Criteria for the Diagnosis of Generalized Anxiety Disorder (DSM-V)

Generalized anxiety disorder is characterized by persistent anxiety and uncontrollable worry that occurs consistently for at least 6 months. This disorder is commonly associated with depression, alcohol and substance abuse, physical health problems, or all these factors.

 

Criteria for the Diagnosis of Generalized Anxiety Disorder

  • Excessive anxiety and worry about various events have occurred more days than not for at least 6 months.
  • The person finds it difficult to control the worry.
  • The anxiety and worry are associated with at least three of the following six symptoms (only one symptom is required in children): restlessness or a feeling of being keyed up or “on edge”, being easily fatigued, having difficulty concentrating, irritability, muscle tension, and sleep disturbance.
  • The anxiety, worry, or associated physical symptoms cause clinically significant distress or impairment in important areas of functioning.
  • The disturbance is not due to the physiological effects of a substance or medical condition.
  • The disturbance is not better accounted for by another mental disorder.
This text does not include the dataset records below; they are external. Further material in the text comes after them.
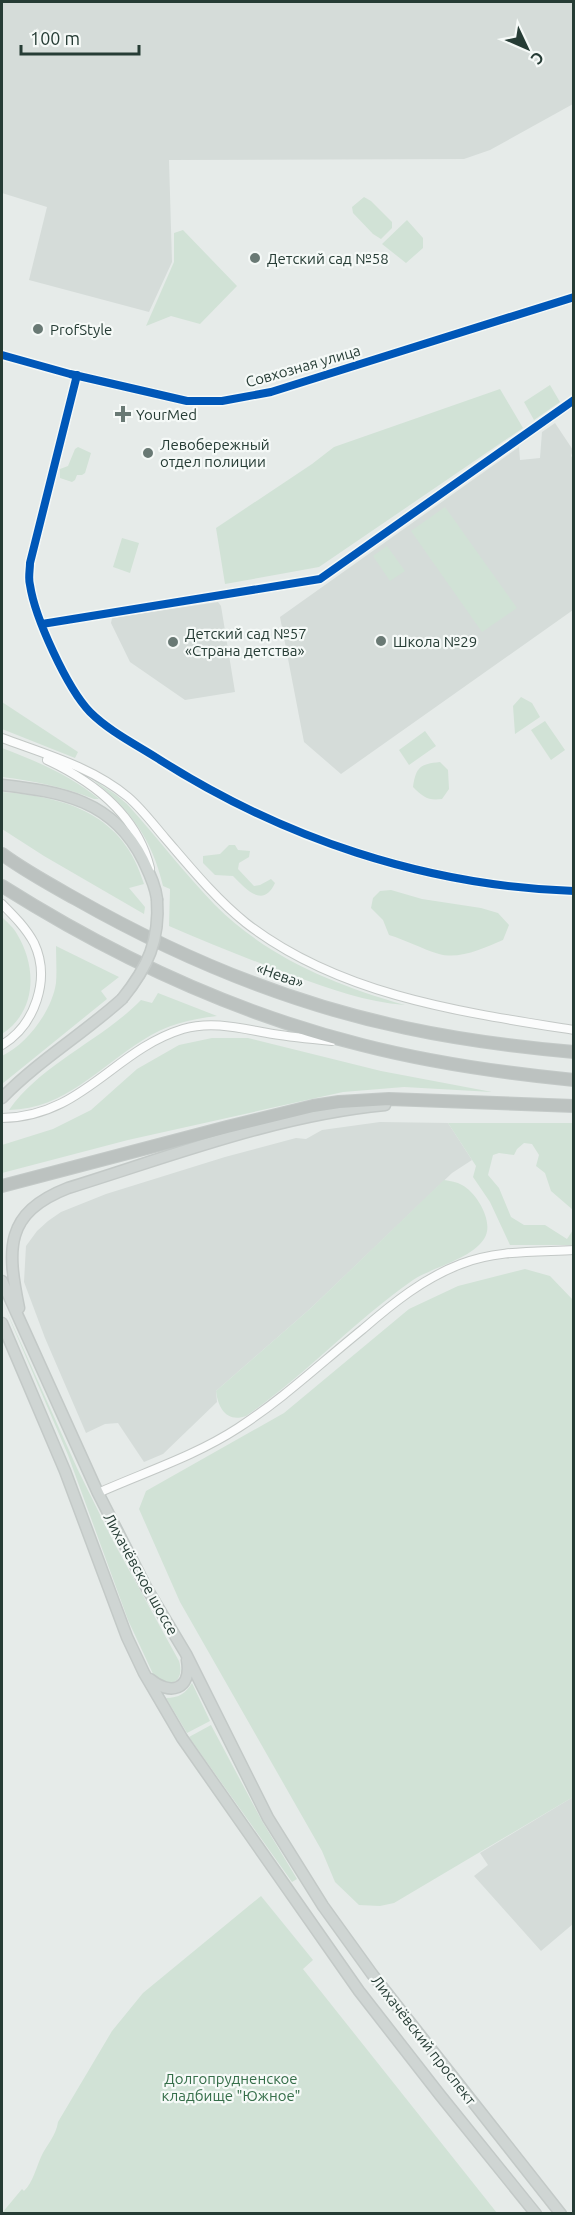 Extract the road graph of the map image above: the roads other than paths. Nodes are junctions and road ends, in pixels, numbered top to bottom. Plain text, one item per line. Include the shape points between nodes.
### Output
1 (573, 297) edge
2 (2, 355) edge
3 (77, 375) junction
4 (573, 400) edge
5 (42, 624) junction
6 (2, 739) edge
7 (2, 785) edge
8 (2, 854) edge
9 (153, 880) junction
10 (2, 886) edge
11 (573, 891) edge
12 (2, 904) edge
13 (573, 1030) edge
14 (2, 1045) edge
15 (362, 1045) junction
16 (573, 1052) edge
17 (573, 1080) edge
18 (2, 1098) edge
19 (422, 1101) junction
20 (573, 1106) edge
21 (2, 1118) edge
22 (2, 1186) edge
23 (573, 1250) edge
24 (2, 1281) edge
25 (2, 1323) edge
26 (29, 1340) junction
27 (98, 1493) junction
28 (186, 1654) junction
29 (144, 1673) junction
30 (294, 1860) joint
31 (277, 1874) joint
32 (536, 2214) edge
33 (561, 2214) edge

1 - 3 street, Совхозная улица via 236,399 187,401
2 - 3 street, Совхозная улица
3 - 5 street via 30,563 29,583
4 - 5 street via 320,579
5 - 11 street via 75,692 90,712 225,799 317,840 373,859 432,874
6 - 9 street via 68,770 107,798 139,837
6 - 13 street via 87,771 117,788 231,910 265,937 309,963 401,996
7 - 9 main road via 61,794 101,811 131,839
8 - 16 highway, «Нева» via 146,936 269,988 404,1028
9 - 18 main road, bridge via 156,935 140,975 103,1016 29,1072
10 - 15 highway via 92,940 192,987 306,1030
12 - 14 street via 34,945 41,976 39,994 26,1021
15 - 17 highway via 457,1065
15 - 21 street via 234,1026 198,1025 170,1033 53,1108 28,1116
19 - 20 highway
19 - 22 highway via 368,1099 313,1106
19 - 26 main road via 334,1110 290,1120 68,1188 44,1199 21,1221 11,1252 19,1310
23 - 27 street via 495,1255 443,1272 405,1295 238,1428 200,1449
24 - 26 main road, Лихачёвское шоссе
25 - 29 main road, Лихачёвское шоссе
26 - 27 main road, Лихачёвское шоссе
27 - 28 main road, Лихачёвское шоссе
28 - 29 main road via 187,1674 177,1688 165,1689
28 - 30 main road, Лихачёвское шоссе via 268,1818
29 - 31 main road, Лихачёвское шоссе via 182,1738
30 - 33 main road, Лихачёвский проспект via 372,1974
31 - 32 main road, Лихачёвский проспект via 359,1991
All the features listed must be present in order to make a diagnosis of generalized anxiety disorder.

 

 

References:

  1. Stein MB, Sareen J. CLINICAL PRACTICE. Generalized Anxiety Disorder. N Engl J Med. 2015 Nov 19;373(21):2059-68. [Medline]
  2. Combs H, Markman J. Anxiety disorders in primary care. Med Clin North Am. 2014 Sep;98(5):1007-23. [Medline]
  3. American Psychiatric Association. Diagnostic and statistical manual of mental disorders, 5th ed. Arlington, VA: American Psychiatric Association, 2013.

Created Jan 04, 2016.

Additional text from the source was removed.